Unlike a lot of modern games, Larian dared to build the game in early access, with the franchise's long-established community. There are tireless examples, but as a recent one: Diablo 4 has been criticized heavily recently for launching its first season almost entirely without user input, resulting in a heady backlash that has seen the player base fall off. Blizzard rushed out Diablo 4's first season without so much as a public test realm, side-stepping its own previously-established conventions. Whatever the reason, it's easy for cynics (like myself) to assume cost-cutting and profit chasing is to blame. Getting Diablo 4's battle pass into circulation seemed more important to Blizzard and its shareholders than actually making sure it was, well, ready. I've found myself feeling soured on the experience and ultimately dropped Diablo 4 altogether.
I don't feel like faux-urgency FOMO-inducing time-limited battle passes respect my incredibly limited free time, particularly if they're so light on actual content as is the case with Diablo 4, Overwatch 2, and other recent battle passes I've explored.
Baldur's Gate 3 came at exactly the right time, to that end, and the differences in the business model are stark.
Can Baldur's Gate 3 influence positive industry change?
The past few years has seen the industry tie itself in knots chasing the next big thing. Games like Fortnite, Genshin Impact, and other service-type games have publishers rubbing their hands together greedily exploring how they can debase their existing franchises and their fans to side-step into these lucrative trends.
I get it, it's a business at the end of the day, and CEOs and hedge funds have yachts they need to finance. But the execution on some of these trends has been piss poor. Just this week, in an interview, EA blamed Battlefield players for the utter failure of Battlefield 2042, stating that players didn't "understand" its specialist system — a change the firm only made as an excuse to sell character skins. For years, Battlefield operated on a class-oriented system, with EA trying to inject hero-shooter mechanics into a franchise that had become the more "serious" counterpoint to Call of Duty in recent years. Instead of doubling down on what made Battlefield special, EA sacrificed what it had to try and chase some of its more flowery competitors — and failed. And now Battlefield is likely going to end up a dead franchise as a result.

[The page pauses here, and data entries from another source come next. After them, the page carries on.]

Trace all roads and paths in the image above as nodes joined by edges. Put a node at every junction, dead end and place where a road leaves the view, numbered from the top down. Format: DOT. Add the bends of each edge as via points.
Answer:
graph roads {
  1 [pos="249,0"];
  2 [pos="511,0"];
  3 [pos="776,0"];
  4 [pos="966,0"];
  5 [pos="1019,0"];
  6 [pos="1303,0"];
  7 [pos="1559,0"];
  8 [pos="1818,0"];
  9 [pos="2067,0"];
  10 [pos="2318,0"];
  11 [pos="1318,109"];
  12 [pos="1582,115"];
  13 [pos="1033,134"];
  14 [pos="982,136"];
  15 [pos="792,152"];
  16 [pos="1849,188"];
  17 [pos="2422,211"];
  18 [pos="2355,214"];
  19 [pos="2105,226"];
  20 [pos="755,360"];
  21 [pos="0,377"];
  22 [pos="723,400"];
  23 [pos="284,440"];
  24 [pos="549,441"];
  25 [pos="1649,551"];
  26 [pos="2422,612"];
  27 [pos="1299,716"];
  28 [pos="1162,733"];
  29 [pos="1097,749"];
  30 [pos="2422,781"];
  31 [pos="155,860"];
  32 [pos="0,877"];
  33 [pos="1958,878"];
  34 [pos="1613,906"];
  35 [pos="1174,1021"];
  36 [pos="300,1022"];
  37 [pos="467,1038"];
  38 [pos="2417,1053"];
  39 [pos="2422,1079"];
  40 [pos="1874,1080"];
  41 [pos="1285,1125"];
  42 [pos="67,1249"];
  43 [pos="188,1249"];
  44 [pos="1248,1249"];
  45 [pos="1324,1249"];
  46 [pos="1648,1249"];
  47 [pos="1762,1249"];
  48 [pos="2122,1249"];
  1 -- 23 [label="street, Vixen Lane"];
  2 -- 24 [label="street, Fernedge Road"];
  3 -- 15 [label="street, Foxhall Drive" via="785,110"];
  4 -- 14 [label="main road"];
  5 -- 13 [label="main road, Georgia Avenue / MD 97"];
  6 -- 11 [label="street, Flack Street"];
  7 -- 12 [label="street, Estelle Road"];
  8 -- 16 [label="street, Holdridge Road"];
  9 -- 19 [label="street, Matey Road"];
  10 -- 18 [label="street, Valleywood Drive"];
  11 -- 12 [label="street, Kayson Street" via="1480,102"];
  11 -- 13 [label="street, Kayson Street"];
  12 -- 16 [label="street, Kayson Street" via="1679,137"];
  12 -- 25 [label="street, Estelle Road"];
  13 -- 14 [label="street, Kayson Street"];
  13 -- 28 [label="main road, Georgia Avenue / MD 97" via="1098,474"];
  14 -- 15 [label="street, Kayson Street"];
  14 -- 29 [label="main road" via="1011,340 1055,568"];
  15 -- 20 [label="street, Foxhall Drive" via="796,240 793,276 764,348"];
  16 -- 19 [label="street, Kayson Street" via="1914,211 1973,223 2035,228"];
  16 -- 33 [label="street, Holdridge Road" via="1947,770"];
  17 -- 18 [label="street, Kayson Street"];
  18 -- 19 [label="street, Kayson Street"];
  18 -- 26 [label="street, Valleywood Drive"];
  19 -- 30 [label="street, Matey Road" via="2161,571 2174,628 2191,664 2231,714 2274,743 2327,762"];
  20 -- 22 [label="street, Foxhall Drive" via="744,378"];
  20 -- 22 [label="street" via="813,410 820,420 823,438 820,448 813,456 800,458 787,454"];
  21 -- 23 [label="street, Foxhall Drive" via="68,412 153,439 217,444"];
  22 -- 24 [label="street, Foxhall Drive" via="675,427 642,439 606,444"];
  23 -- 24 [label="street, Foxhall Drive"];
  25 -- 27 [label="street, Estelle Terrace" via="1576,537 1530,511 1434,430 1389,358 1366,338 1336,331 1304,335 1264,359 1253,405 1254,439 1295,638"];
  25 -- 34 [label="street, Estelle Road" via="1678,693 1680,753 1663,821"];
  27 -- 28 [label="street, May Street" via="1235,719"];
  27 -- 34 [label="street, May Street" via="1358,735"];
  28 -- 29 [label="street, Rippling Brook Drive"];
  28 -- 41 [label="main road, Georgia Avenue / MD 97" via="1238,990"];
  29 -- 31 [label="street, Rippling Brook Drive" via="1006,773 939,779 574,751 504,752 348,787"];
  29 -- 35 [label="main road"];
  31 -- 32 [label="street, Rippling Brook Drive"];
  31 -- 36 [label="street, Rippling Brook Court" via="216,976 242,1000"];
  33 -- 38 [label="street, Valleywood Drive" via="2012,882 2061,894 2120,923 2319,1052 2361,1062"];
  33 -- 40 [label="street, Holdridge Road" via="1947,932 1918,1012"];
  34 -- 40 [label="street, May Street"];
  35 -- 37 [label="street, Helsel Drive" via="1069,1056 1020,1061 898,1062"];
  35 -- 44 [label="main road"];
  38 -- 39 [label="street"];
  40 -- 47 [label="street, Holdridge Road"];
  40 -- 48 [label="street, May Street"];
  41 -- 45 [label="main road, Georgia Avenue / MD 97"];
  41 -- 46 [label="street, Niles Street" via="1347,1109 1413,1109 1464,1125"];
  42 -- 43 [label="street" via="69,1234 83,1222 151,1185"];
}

As such, I'm similarly nervous for Dragon Age 4, which according to leaks, has dropped tactical play in favor of chasing more action-oriented combat, doubtless with trend-chasing in mind. Instead, it's Baldur's Gate 3 that feels like the sequel to Dragon Age: Origins that I never really got. Perhaps Dragon Age 4's pivot to action gameplay will be great, but EA's track record in this area isn't exactly so hot. EA's forced attempts to bake in microtransactions and co-op into Dead Space 3 led to the studio responsible for it to close down. EA wasn't shy to revive the bones of the game for a remake several years later, though. Perhaps they would've made more money if they didn't kill the franchise. Lest we forget the "Destiny-killer" Anthem?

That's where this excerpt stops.